Caco-2 cells were transiently transfected with full-length DRA promoter and different deletion constructs cloned upstream of the luciferase reporter gene and p-cytomegalovirus (CMV)-β, β-galactosidase mammalian expression vector (BD Biosciences, Clontech, Palo Alto, CA), by electroporation utilizing a Amaxa nucleofactor system as previously described (33). 24 h post-transfection, cells were treated with ATRA or RAR agonist/antagonist for different time periods. Control cells were treated with vehicle (100% alcohol) at 0.1% final concentration. After completion of the treatment, cells were washed with 1× PBS and lysed using passive lysis buffer (Promega, Madison, WI). Activities of luciferase and β-galactosidase were measured by a luminometer (Promega), utilizing kits from Promega and Clontech, respectively, according to the manufacturer's instructions. Promoter activity was calculated as a ratio of luciferase value to β-galactosidase value for each sample and expressed as % of control. All transfections were performed in triplicate and repeated at least three times with separate batches of cells.

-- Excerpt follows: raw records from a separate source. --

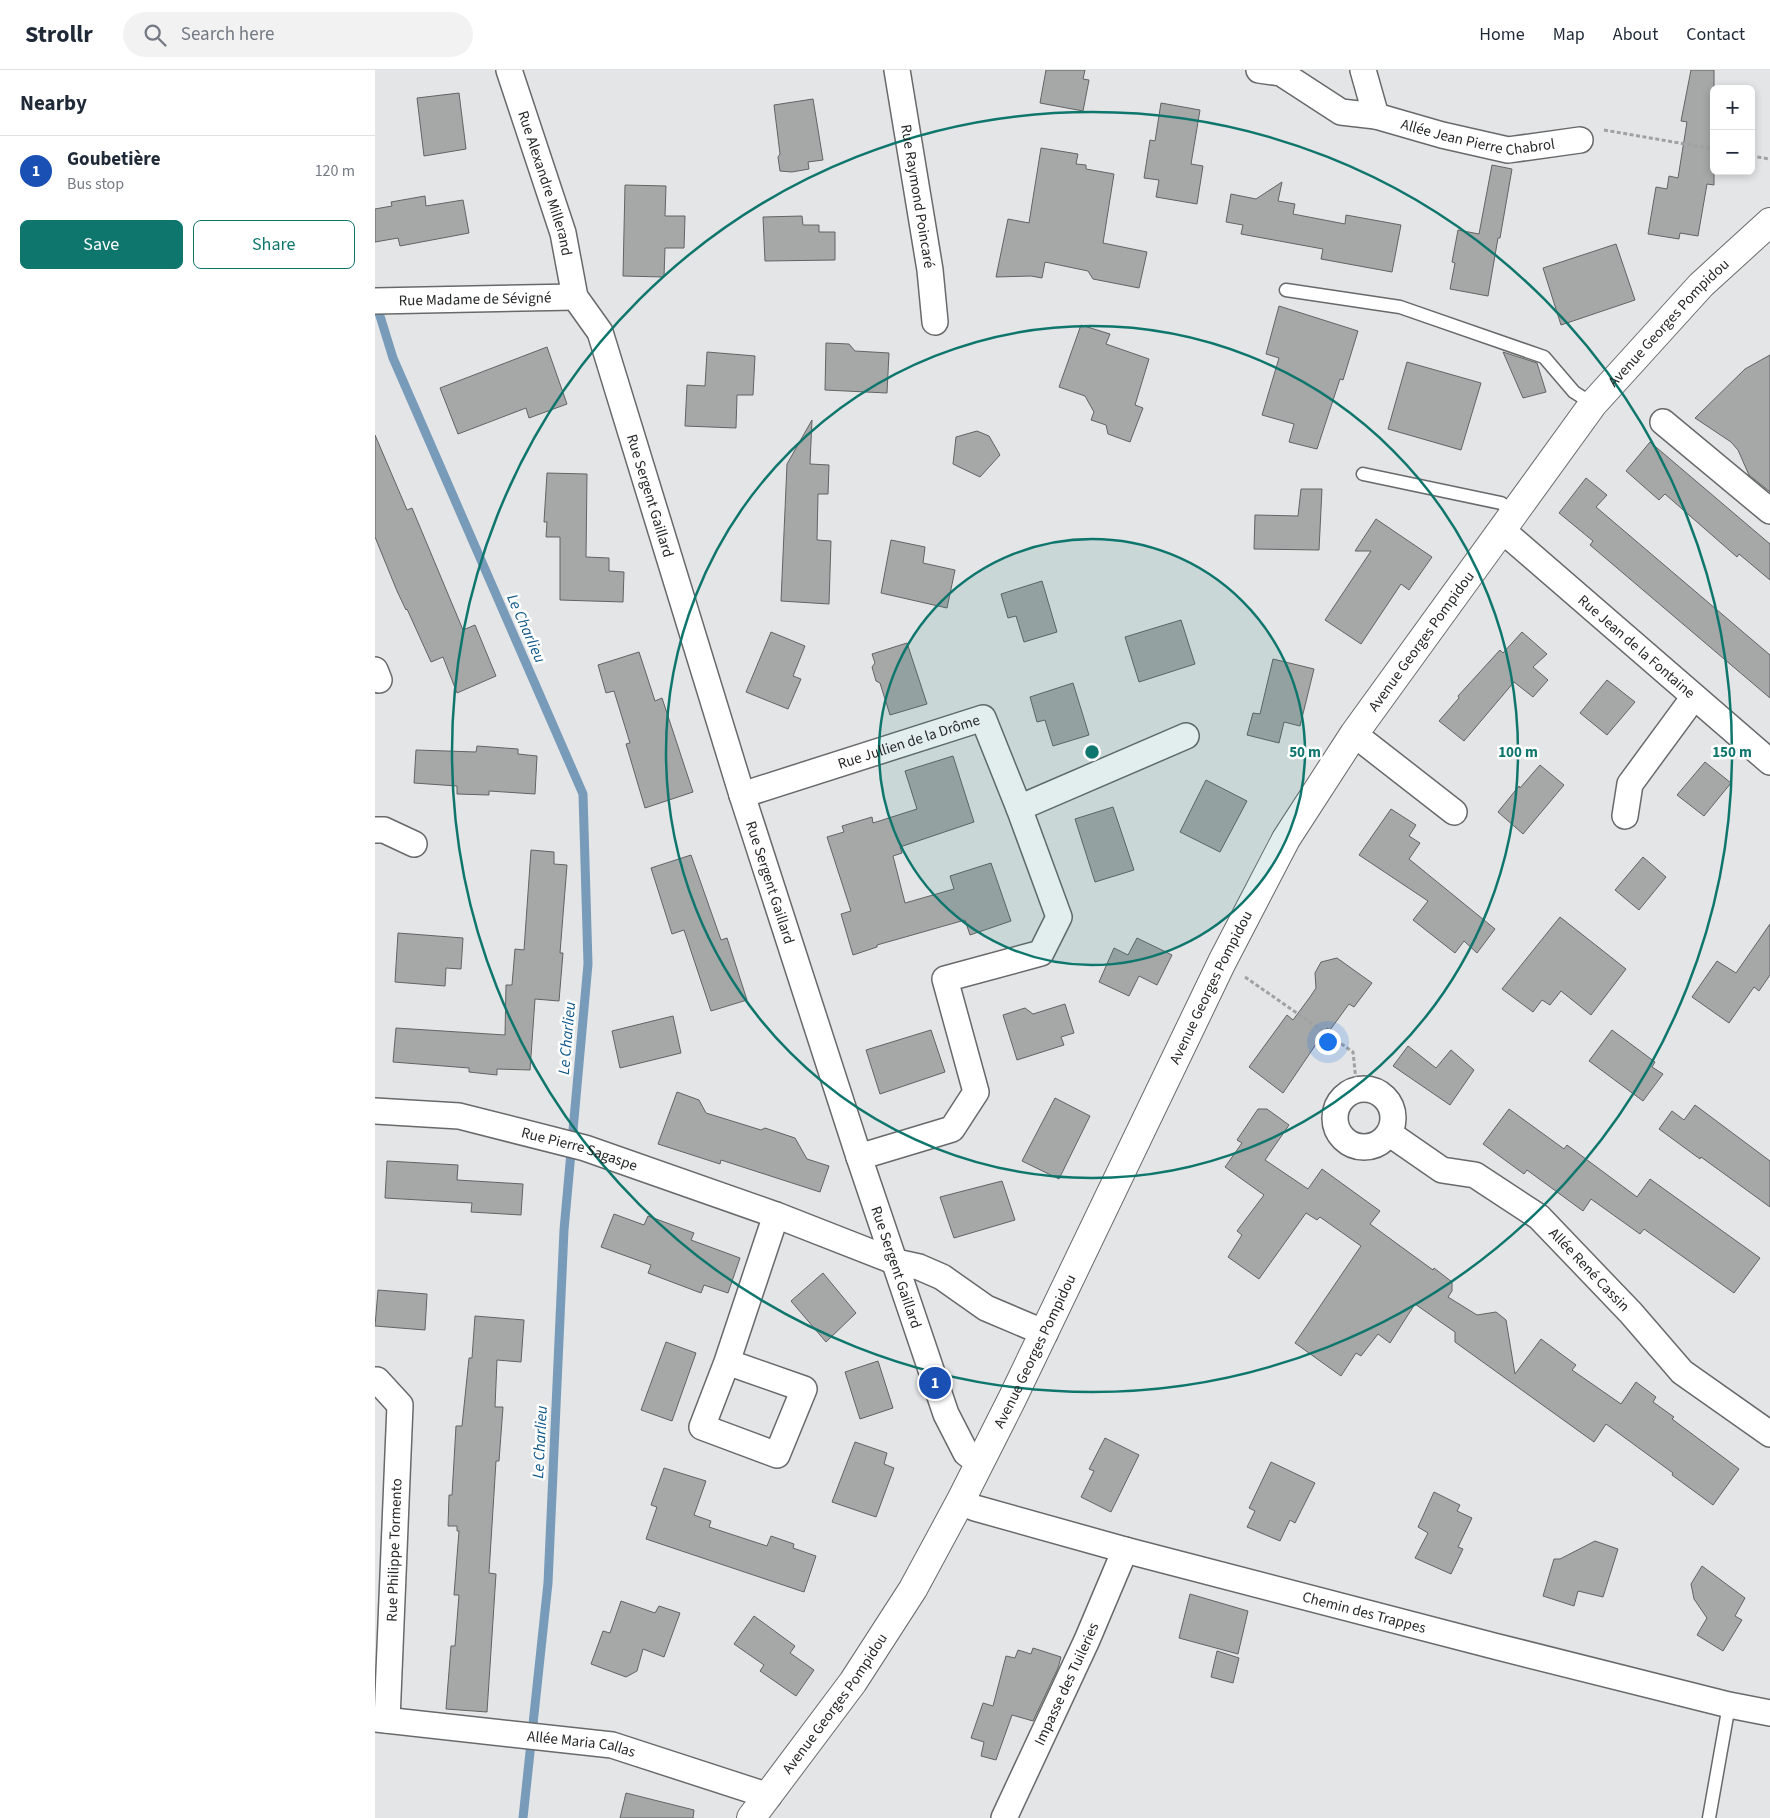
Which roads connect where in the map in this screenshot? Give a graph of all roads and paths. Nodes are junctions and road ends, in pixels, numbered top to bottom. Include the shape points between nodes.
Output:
1 (509, 70) edge
2 (897, 70) edge
3 (1259, 70) edge
4 (1363, 70) edge
5 (1376, 116) junction
6 (1580, 140) joint
7 (1710, 148) edge
8 (1755, 157) edge
9 (1770, 159) edge
10 (1770, 222) edge
11 (1286, 290) dead end
12 (575, 297) junction
13 (375, 302) edge
14 (935, 322) dead end
15 (1593, 404) junction
16 (1663, 422) dead end
17 (1363, 474) dead end
18 (1770, 512) edge
19 (1508, 521) junction
20 (1694, 697) junction
21 (1354, 734) junction
22 (1186, 736) dead end
23 (1770, 762) edge
24 (742, 795) junction
25 (1019, 808) junction
26 (1454, 812) dead end
27 (1625, 816) dead end
28 (375, 830) edge
29 (413, 844) dead end
30 (1222, 962) junction
31 (1357, 1090) junction
32 (375, 1111) edge
33 (1390, 1134) junction
34 (859, 1157) junction
35 (776, 1215) junction
36 (896, 1262) junction
37 (1045, 1333) junction
38 (727, 1362) dead end
39 (375, 1380) edge
40 (1770, 1434) edge
41 (979, 1463) junction
42 (960, 1502) junction
43 (1125, 1550) junction
44 (1729, 1705) junction
45 (1770, 1713) edge
46 (381, 1720) edge
47 (769, 1796) junction
48 (751, 1818) edge
49 (1004, 1818) edge
50 (1709, 1818) edge

1 - 12 street, Rue Alexandre Millerand via 563,232
2 - 14 street, Rue Raymond Poincaré via 931,270
3 - 5 street, Allée Jean Pierre Chabrol via 1281,73 1341,112
4 - 5 street
5 - 6 street, Allée Jean Pierre Chabrol via 1442,136 1508,150
6 - 7 path via 1591,128
8 - 9 path
10 - 15 main road, Avenue Georges Pompidou via 1701,285
11 - 15 lane via 1400,307 1544,356 1574,392
12 - 13 street, Rue Madame de Sévigné
12 - 24 street, Rue Sergent Gaillard via 600,332
15 - 19 main road, Avenue Georges Pompidou
16 - 18 street
17 - 19 lane via 1501,503
19 - 20 street, Rue Jean de la Fontaine
19 - 21 main road, Avenue Georges Pompidou
20 - 23 street, Rue Jean de la Fontaine
20 - 27 street via 1630,784
21 - 26 street
21 - 30 main road, Avenue Georges Pompidou via 1286,839
22 - 25 street
24 - 25 street, Rue Jullien de la Drôme via 983,718
24 - 34 street, Rue Sergent Gaillard
25 - 34 street, Rue Jullien de la Drôme via 1059,917 1041,953 945,980 976,1092 952,1129
28 - 29 street via 384,830
30 - 31 path via 1353,1052
30 - 37 main road, Avenue Georges Pompidou
31 - 33 street via 1368,1089 1388,1100 1394,1123
31 - 33 street via 1346,1095 1335,1114 1341,1136 1360,1148 1372,1147
32 - 35 street, Rue Pierre Sagaspe via 459,1116 543,1137 585,1148
33 - 40 street, Allée René Cassin via 1442,1170 1475,1175 1539,1217 1631,1313 1682,1372
34 - 36 street, Rue Sergent Gaillard
35 - 36 street, Rue Pierre Sagaspe
35 - 38 street
36 - 37 street, Rue Pierre Sagaspe via 942,1276 986,1308
36 - 41 street, Rue Sergent Gaillard via 947,1414 966,1453
37 - 41 main road, Avenue Georges Pompidou
39 - 46 street, Rue Philippe Tormento via 400,1405
41 - 42 main road, Avenue Georges Pompidou
42 - 43 street, Chemin des Trappes
42 - 47 main road, Avenue Georges Pompidou via 913,1589 858,1674
43 - 44 street, Chemin des Trappes
43 - 49 street, Impasse des Tuileries
44 - 45 street, Chemin des Trappes
44 - 50 lane
46 - 47 street, Allée Maria Callas via 613,1745
47 - 48 main road, Avenue Georges Pompidou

For small RNA interference studies, Caco-2 cells were plated on 6-well plates at a density of 1 × 105 cells/well, 24 h before transfection. After 24 h, Caco-2 cells were transfected with RAR-β (sense: 5′-GCGUGUAAUUACCUUGAAATT-3′, antisense: 5′-UUUCAAGGUAAUUACACGCTC-3′) or HNF-1β (sense: 5′-GCUCUGAGCCCACCAACAATT-3′, antisense: 5′-UUGUUGGUGGGCUCAGAGCAG-3′) specific siRNA (100 pmol) and scrambled (control) siRNA (100 pmol) (Qiagen, Valencia, CA) utilizing Lipofectamine 2000 transfection reagent (Invitrogen) as recommended by the manufacturer. Post-siRNA transfection (48 h), cells were treated with ATRA or vehicle for 24 h. Total RNA and protein was extracted as described before. Silencing was validated by real-time PCR utilizing RAR-β- or HNF-1β-specific primers and measuring the protein expression.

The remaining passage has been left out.